Below is an excerpt from a book I've previously cited describing the hate people felt toward Sitting Bull -- including Custer's wife who blamed the government for her husband's death because they'd supplied the Indians with the weapons.
As this self-portrait entitiled In His Mind's Eye indicates
Elizabeth Custer saw herself primarily as her husband's wife
"...In death, as in life, Custer generated controversy and few remembered him dispassionately... Election year politics and social and sectional tensions added to the growing controversy. Democrats...saw a chance to belittle the Republican administration by blaming the tragedy on its Indian policy. "Who Slew Custer?" asked the New York Herald, as editor James Gordon Bennett, Jr [who in 1871 sent reporter Stanley to Africa to find Livingstone] began using the fallen hero for political and ideological purposes. 'The celebrated peace policy of General Grant, which feeds, clothes and takes care of their noncombatant force, while the men are killing our troops -- that is what killed Custer', was his paper's answer. Closely allied was the 'nest of thieves', the Indian Bureau, with its thieving agents and favorites as Indian traders, and its mock humanity and pretense of piety -- that is what killed Custer.

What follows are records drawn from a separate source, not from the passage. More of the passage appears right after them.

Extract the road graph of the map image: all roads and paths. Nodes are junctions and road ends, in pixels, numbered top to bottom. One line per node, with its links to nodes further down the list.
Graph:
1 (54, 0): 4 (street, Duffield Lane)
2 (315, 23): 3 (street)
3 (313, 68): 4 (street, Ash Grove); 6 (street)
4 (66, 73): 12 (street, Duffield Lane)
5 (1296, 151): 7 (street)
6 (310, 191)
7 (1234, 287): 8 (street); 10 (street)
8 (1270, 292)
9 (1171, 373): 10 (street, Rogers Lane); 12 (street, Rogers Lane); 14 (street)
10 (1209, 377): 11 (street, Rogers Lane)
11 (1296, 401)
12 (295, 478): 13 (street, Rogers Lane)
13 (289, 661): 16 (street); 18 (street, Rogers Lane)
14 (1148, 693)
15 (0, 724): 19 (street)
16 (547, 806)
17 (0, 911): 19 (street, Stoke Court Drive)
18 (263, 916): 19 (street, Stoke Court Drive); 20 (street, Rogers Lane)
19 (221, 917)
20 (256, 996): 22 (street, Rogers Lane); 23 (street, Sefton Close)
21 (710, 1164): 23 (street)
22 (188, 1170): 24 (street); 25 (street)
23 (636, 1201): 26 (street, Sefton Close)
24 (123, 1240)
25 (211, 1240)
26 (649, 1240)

"...Bennett also wanted his compatriots to draw other lessons from Custer's last stand. Starting with the July 9, 1876 issue, the Herald had juxtaposed against the heroic figure of George Armstrong Custer, the "savage" Sitting Bull, the figure who, Bennett believed, had brought Custer down. The savage had won, the Herald maintained, only because treacherous or misguided whites had assisted him. Earlier, French-Canadian Jesuits had supposedly trained Sitting Bull in the strategy of Napoleon. Later, "outlaws" and Indian Bureau philanthropists had given him material assistance. More important, these figures were metaphors for certain elements in American society.... Custer's death showed the futility of placating "savages". The imposition of order and discipline, rather than the effecting of reform or social change, provided the real answers to problems, just as the solution to the recalcitrant Indians lay in meting out punishment, not kindess and annuities.
"...Westerners also expressed their outrage. In Montana Territory, newspaper editors begged Congress to disavow the peace policy and strengthen frontier defense. In all sections of the country, however, newspapers often portrayed the hostiles as better armed than white soldiers.... The Grant administration had formed its policy to suit rings, who benefited "through traffic with the Indians, which has extended even to supplying them with arms of the most approved style.... Indians had received better guns than soldiers: "It is more profitable to sell the good guns to the Indians and give the inferior ones to the army". Such statements reinforced Libbie's preconceptions. She saw the Indian policy that armed aborigines as a major factor in her husband's death..."
~ end quoting from Making of a Myth by Leckie ~
After driving away from the Indian Memorials we pulled into a gas station-convenience store with cabins for rent by the lake created by damming the Missouri. Upon mentioning to the friendly clerk that we were on our way to visit Custer's Last Home at Fort Abraham Lincoln he told us to make sure to take the scenic route. I recently came upon an excellent map showing what he was talking about -- it's the National Native American Byway extending 86 miles through the Standing Rock Reservation:
The write-up accompanying the map reads: "This is the home of great tribal leaders including Sitting Bull, Gall, Two Bears and many others. The Lewis and Clark Corps of Discovery made numerous stops here during their expedition and it is the final resting place of their guide Sakakawea.... The Standing Rock Indian Reservation is home to the Lakota and Dakota people and is located 50 miles south of Bismarck, ND or 115 miles north of Pierre, SD. It consists of 2.3 million acres and is roughly the size of the State of Connecticut, straddling two states with one-third in Sioux County, ND and two-thirds in Corson County. The reservation was established under the Fort Laramie Treaty of 1868 and operates under a constitution approved on April 24, 1959. It is governed by the Tribal Council of the Standing Rock Sioux Tribe, which consists of a Chairman, Vice-Chairman, a Secretary, and 14 council members who are elected by the tribal members. The Tribal Administration Building is located in Fort Yates, North Dakota."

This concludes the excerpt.